The select gate electrode and the control gate electrode may be electrically insulated from each other, wherein the electrical insulation between the select gate electrode and the control gate electrode may be provided by a portion of the nonvolatile memory stack, as described, for example, in U.S. Patent Publication No. 2012/0241839 and U.S. Pat. Nos. 7,923,769, 8,173,505 and 8,263,463, or by a sidewall spacer as described in U.S. Pat. No. 7,732,278.
For reading data from the split gate nonvolatile memory cell, the source region may be grounded, and relatively small positive voltages of, for example, about 1 V may be applied to the select gate electrode, the control gate electrode and the drain. The channel region between the source region and the drain region may be influenced by the electrical charges stored at the charge storage layer, so that a current that is representative of the data stored in the split gate nonvolatile memory cell flows between the drain region and source region of the split gate nonvolatile memory cell.

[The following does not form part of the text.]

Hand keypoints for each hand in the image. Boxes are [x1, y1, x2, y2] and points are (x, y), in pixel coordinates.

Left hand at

For programming split gate nonvolatile memory cells, a source side injection of charge carriers into the charge storage layer may be performed. For this purpose, the drain region of the split gate nonvolatile memory cell may be grounded, a relatively high positive voltage of, for example, about 4 V may be applied to the source region, and an even higher positive voltage, for example a voltage in a range from about 6-9 V, may be applied to the control gate electrode. A voltage slightly greater than the threshold voltage of the channel region of the split gate nonvolatile memory cell may be applied to the select gate electrode.
The split gate nonvolatile memory cell may be erased by Fowler-Nordheim tunneling. For this purpose, a negative bias may be applied between the control gate electrode and the source and drain regions. For example, a relatively high negative voltage of, for example, about −6 V may be applied to the control gate electrode, and a relatively high positive voltage of, for example, about 6 V may be applied to each of the source region and the drain region. A relatively high positive voltage of, for example, about 5 V may be applied to the select gate electrode.

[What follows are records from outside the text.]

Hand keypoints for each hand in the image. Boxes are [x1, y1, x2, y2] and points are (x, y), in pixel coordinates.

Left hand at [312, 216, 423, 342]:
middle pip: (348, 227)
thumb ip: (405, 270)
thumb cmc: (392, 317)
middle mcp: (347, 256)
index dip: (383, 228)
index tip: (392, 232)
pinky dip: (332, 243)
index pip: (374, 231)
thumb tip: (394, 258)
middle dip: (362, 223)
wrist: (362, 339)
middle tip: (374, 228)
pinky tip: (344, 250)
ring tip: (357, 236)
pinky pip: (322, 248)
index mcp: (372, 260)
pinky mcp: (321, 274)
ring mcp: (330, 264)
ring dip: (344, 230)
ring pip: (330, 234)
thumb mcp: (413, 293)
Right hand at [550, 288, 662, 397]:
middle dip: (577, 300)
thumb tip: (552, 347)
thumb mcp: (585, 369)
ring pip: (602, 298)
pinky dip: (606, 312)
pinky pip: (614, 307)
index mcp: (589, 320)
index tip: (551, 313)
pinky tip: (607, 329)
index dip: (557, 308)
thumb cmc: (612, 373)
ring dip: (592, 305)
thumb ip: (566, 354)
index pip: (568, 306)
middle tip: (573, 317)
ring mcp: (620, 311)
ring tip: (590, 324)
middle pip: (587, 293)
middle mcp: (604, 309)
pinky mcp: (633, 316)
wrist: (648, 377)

Known split gate nonvolatile memory devices may have issues associated therewith. For example, in some split gate nonvolatile memory devices, the control gate electrode and the select gate electrode may be provided by polysilicon layers that partially overlap with each other. In this case, any misalignment of these layers may result in decreased performance and yield. Select gate insulation layers formed of silicon dioxide and select gate electrodes formed of polysilicon may provide limited possibilities for reducing the size of the split gate nonvolatile memory cells. Using portions of the nonvolatile memory stack for separating the select gate electrode and the control gate electrode may reduce the possibilities for reducing the size of the split gate nonvolatile memory cells. Moreover, split gate nonvolatile memory cell designs may have issues related to the integration of split gate nonvolatile memory cells with logic transistors that are provided in the same semiconductor structure.
In view of the situation described above, the present disclosure relates to a semiconductor structure and a method for the formation thereof, wherein some or all of the above-mentioned issues are overcome substantially completely or at least partially.